بسم الله الرحمن الرحيم
Mutiara Hikmah Dari Muhammad bin Al Hanafiyah Oleh : Al Ustadz Muhammad Umar As Sewwed |
Al Hafidh Ibnu Katsir berkata : Ketika penduduk Madinah kembali dari tempat Khalifah Yazid bin Muawiyah, ‘Abdullah bin Muthi’ dan teman-temannya berangkat menemui Muhammad bin Al Hanafiyah. Mereka menginginkan agar ia mau memberikan dukungan untuk mencopot Yazid dari kekhalifahan, namun ia menolaknya.
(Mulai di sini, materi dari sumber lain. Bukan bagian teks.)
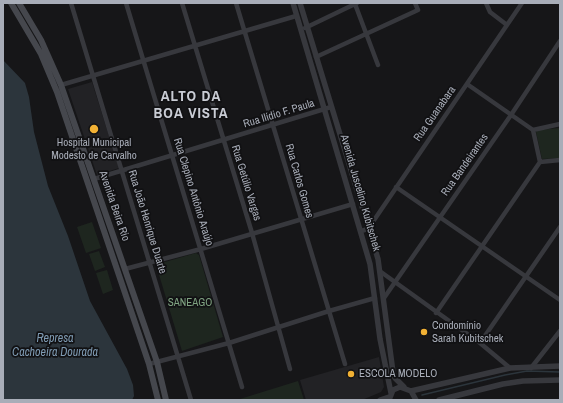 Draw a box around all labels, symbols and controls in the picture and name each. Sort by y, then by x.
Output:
street label: Rua Guanabara [411,84,459,144]
district label: ALTO DA BOA VISTA [153,88,229,123]
street label: Rua Ilídio F. Paula [242,97,316,131]
marker: Hospital Municipal Modesto de Carvalho [88,123,100,135]
street label: Rua Bandeirantes [439,131,491,199]
street label: Avenida Juscelino Kubitschek [337,133,383,253]
place label: Hospital Municipal Modesto de Carvalho [51,136,137,162]
street label: Rua Clepino Antônio Araújo [170,136,216,248]
street label: Rua Carlos Gomes [282,142,316,220]
street label: Rua Getúlio Vargas [228,144,264,222]
street label: Avenida Beira Rio [96,169,132,243]
street label: Rua João Henrique Duarte [125,169,169,275]
park label: SANEAGO [168,296,212,310]
place label: Condomínio Sarah Kubitschek [432,319,503,345]
marker: Condomínio Sarah Kubitschek [419,327,429,337]
water label: Represa Cachoeira Dourada [12,332,98,360]
place label: ESCOLA MODELO [359,367,437,381]
marker: ESCOLA MODELO [346,369,356,379]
Ibnu
Muthi’ berkata : “Sesungguhnya Yazid itu senang meminum khamr
(minuman keras), meninggalkan shalat dan melampaui batas hukum-hukum
yang ditetapkan oleh Al Kitab (Al Qur’an).” Mendengar
hal ini Muhammad bin Al Hanafiyah berkata : “Aku tidak melihat bukti
yang kalian sebutkan itu, bahkan aku pernah mendatanginya dan tinggal
bersamanya, dan saya melihat ia begitu tekun menegakkan shalat,
cenderung kepada kebaikan, selalu bertanya tentang fiqh dan komitmen
terhadap Sunnah.” “Itu
hanya kepura-puraannya di depanmu”, jawab mereka. Muhammad
berkata pula : “Apa yang mesti ia takutkan atau ia harapkan dari
saya sehingga ia harus mempertontonkan sikap khusyu’-nya kepada
saya?” (Dalam riwayat lain, beliau berkata : “Mengapa ia
berpura-pura terhadapku dan tidak berpura-pura terhadap kalian?”) Beliau
berkata lagi : “Apakah ia memperlihatkan kepada kalian bahwa ia
minum khamr? Jika demikian berarti kalian adalah sekutu-sekutunya.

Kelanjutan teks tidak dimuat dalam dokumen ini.